2. Nous sommes, comme en 1938, dans une période politique incertaine : « Prisonniers de dogmes qu'ils savaient périmés, de programmes qu'ils avaient renoncé à réaliser, les grands partis unissent, fallacieusement, des hommes qui, sur les grands problèmes du moment – on le vit bien après Munich, s'étaient formés les opinions les plus opposées. Ils en séparaient d'autres qui pensaient exactement de même. »
3. Il y a des bastilles à reprendre, en écrivant « rien, précisément, ne trahit plus crument la mollesse d'un gouvernement que sa capitulation devant les techniciens. », Bloch visait les militaires. Remplacez militaires par Banque centrale européenne...
4. le chemin européen ne mène à rien, sous sa forme techno-administrative actuelle, il faut savoir le reconnaître : « après tout, se tromper au départ, il est peu de grands capitaines qui ne s'y soient laissé quelquefois entraîner ; la tragédie commence quand les chefs ne savent pas réparer. »

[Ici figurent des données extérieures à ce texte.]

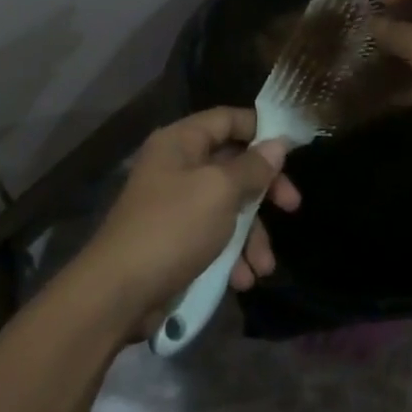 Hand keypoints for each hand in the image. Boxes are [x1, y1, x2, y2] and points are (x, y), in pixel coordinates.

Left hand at [78, 107, 299, 329]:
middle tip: (292, 206)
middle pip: (232, 164)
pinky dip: (231, 255)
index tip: (292, 149)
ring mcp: (175, 203)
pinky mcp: (175, 239)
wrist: (119, 292)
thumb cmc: (173, 228)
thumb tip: (276, 145)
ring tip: (264, 267)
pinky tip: (242, 280)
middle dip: (264, 191)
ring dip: (251, 235)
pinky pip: (213, 236)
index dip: (260, 129)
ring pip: (227, 206)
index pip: (227, 119)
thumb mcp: (220, 192)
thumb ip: (252, 167)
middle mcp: (177, 165)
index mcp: (180, 141) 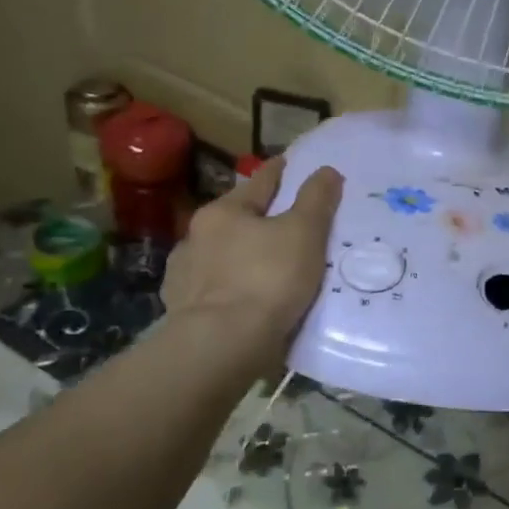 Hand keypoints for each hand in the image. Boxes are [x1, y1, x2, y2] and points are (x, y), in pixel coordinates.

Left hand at [161, 159, 342, 360]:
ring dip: (239, 257)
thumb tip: (326, 170)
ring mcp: (184, 276)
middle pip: (235, 220)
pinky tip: (239, 298)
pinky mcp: (182, 311)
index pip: (258, 183)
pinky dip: (228, 289)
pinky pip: (212, 291)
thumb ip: (316, 200)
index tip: (287, 163)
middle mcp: (196, 237)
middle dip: (256, 219)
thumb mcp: (304, 233)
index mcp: (223, 212)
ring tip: (261, 267)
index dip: (278, 172)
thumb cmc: (267, 279)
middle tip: (282, 222)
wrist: (222, 345)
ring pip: (220, 257) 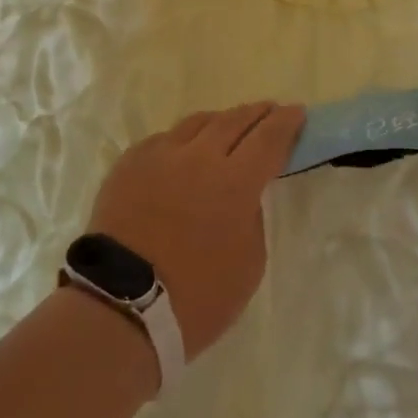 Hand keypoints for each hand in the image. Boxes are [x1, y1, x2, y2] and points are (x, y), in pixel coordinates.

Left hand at [86, 103, 305, 361]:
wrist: (120, 307)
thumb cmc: (196, 298)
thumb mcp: (248, 265)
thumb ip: (252, 217)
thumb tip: (244, 194)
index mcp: (235, 182)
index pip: (269, 138)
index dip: (287, 122)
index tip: (297, 112)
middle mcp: (199, 156)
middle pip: (234, 120)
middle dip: (257, 113)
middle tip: (269, 110)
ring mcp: (161, 154)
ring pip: (197, 123)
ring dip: (220, 121)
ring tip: (228, 125)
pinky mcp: (130, 162)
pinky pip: (164, 139)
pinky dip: (183, 141)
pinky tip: (184, 150) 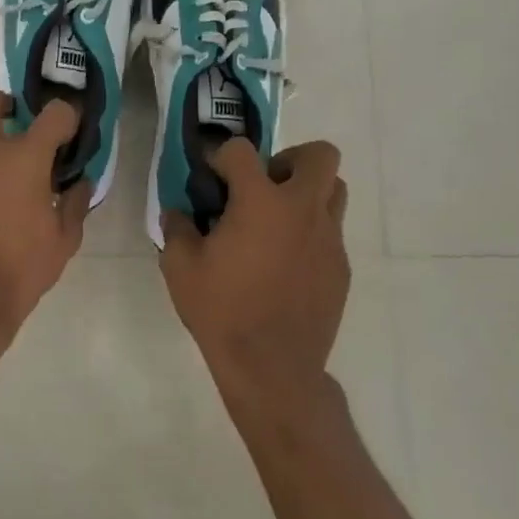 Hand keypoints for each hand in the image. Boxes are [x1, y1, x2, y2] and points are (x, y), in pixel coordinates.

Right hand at [160, 139, 349, 410]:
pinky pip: (331, 231)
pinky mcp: (341, 266)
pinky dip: (310, 232)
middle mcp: (302, 209)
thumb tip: (178, 213)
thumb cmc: (222, 311)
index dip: (221, 157)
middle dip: (289, 160)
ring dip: (308, 192)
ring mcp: (329, 237)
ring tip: (278, 221)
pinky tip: (286, 263)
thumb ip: (176, 229)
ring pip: (335, 189)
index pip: (242, 150)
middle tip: (263, 188)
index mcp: (260, 202)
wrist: (273, 367)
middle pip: (318, 155)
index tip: (211, 178)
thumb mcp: (180, 268) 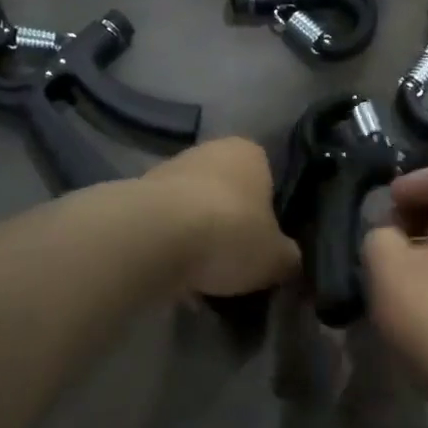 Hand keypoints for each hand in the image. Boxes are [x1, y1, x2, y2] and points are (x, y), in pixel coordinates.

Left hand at [145, 138, 300, 296]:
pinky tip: (175, 277)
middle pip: (227, 191)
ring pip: (194, 208)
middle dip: (231, 224)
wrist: (154, 237)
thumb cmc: (230, 233)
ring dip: (198, 236)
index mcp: (250, 152)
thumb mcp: (277, 257)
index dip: (269, 213)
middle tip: (237, 261)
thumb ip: (289, 257)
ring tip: (205, 277)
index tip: (266, 243)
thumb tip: (290, 262)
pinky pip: (165, 227)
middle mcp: (209, 150)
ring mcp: (169, 170)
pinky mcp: (137, 196)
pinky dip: (171, 247)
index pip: (268, 178) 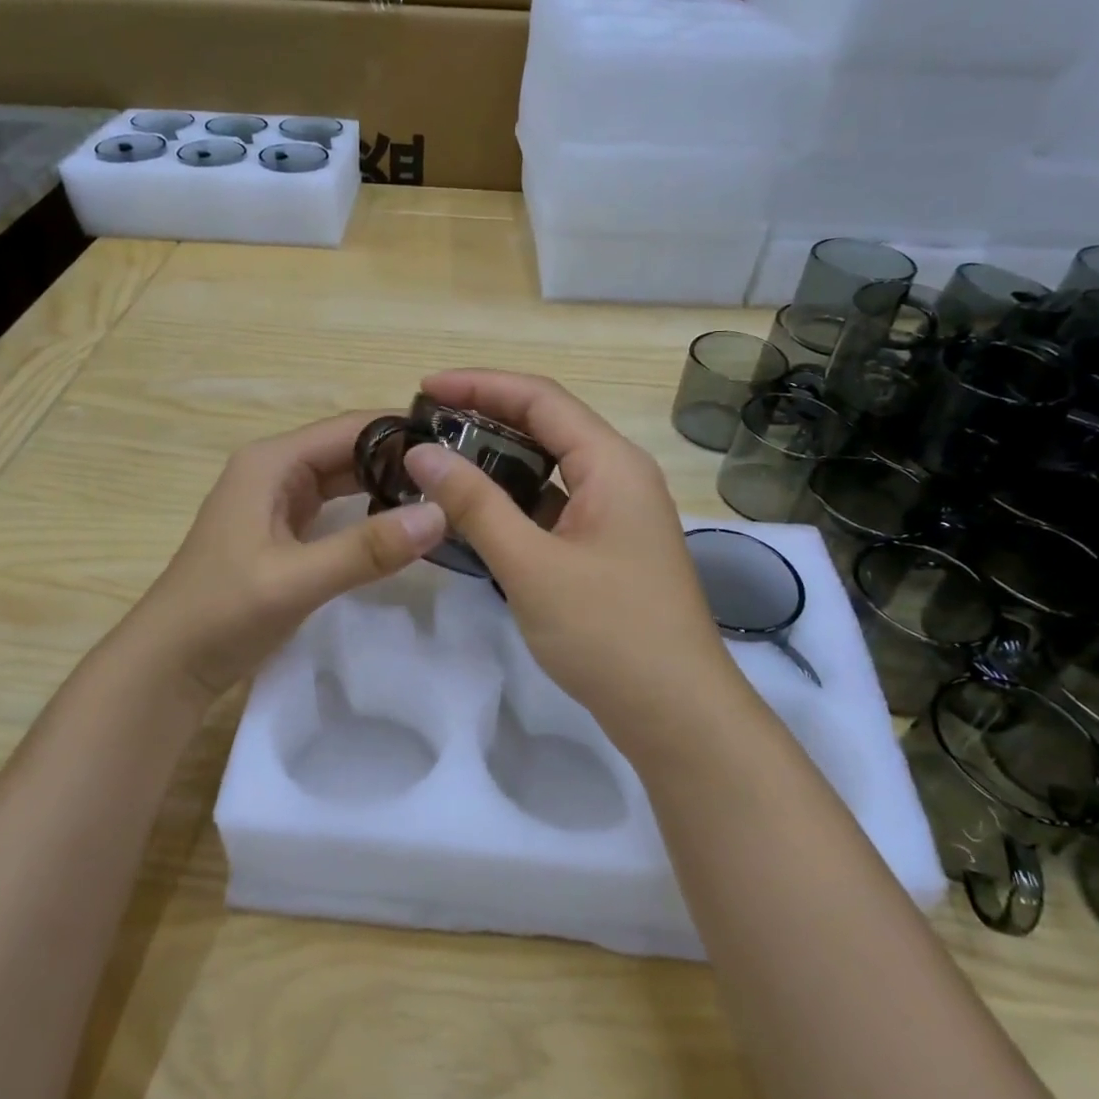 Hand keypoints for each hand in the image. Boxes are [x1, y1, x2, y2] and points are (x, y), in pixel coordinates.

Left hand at [126, 411, 447, 699]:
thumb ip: (366, 548)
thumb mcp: (295, 580)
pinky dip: (370, 511)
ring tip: (445, 497)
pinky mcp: (284, 531)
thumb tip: (440, 514)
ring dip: (388, 484)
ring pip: (346, 478)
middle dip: (402, 459)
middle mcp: (276, 470)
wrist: (169, 665)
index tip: (461, 448)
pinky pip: (337, 508)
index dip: (404, 432)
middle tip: (462, 477)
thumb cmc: (222, 613)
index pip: (351, 427)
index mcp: (272, 461)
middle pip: (351, 449)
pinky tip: (403, 525)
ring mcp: (278, 501)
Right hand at [402, 370, 744, 761]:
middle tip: (426, 425)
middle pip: (548, 425)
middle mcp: (619, 476)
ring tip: (442, 460)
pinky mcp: (607, 548)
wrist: (676, 713)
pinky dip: (515, 499)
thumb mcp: (532, 565)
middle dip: (487, 416)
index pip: (541, 399)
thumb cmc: (608, 632)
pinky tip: (477, 511)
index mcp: (612, 463)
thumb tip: (422, 453)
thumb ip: (476, 504)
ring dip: (499, 458)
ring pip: (551, 467)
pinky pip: (555, 505)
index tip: (424, 389)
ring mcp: (617, 514)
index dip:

« Il est bon qu'il y ait des hérétiques. » écrit Bloch, reprenant une formule d'Alain.
Je n'aime pas donner, en conclusion, un tour de propagande à ce qui n'est qu'une invitation à la lecture, donc à la formation d'idées personnelles. Tant, pis, je termine par une invitation à soutenir des hérétiques contemporains qui correspondent au chef selon le voeu de Marc Bloch :
« [le chef doit] avant tout distinguer les aspirations profondes et permanentes de son peuple, exprimer en clair ce que celui-ci dénie parfois bien confusément et le révéler pour ainsi dire à lui-même. »
Pour moi, deux personnes aujourd'hui correspondent à cette fonction capitale :
Jacques Chirac, s'il continue à se poser, dans le conflit moyen-oriental qui prend chaque jour plus d'ampleur, en arbitre et gardien de la justice,
Laurent Fabius, malgré tout, qui a su appeler à voter non quand le oui était à 70%, et a senti la lassitude française face au coût sans cesse croissant de l'intégration à marche forcée.
Mise à jour 2012 : Laurent Fabius a renié son vote et son rôle de 2005, probablement dans l'espoir de remplacer Juppé au Quai d'Orsay. Il faudrait ajouter aujourd'hui François Asselineau, dont l'UPR appelle à sortir de l'Union européenne et de l'OTAN. Lire notamment ce communiqué de l'UPR. C'est, au fond, la seule position conséquente aujourd'hui, la seule qui représente une alternative véritable.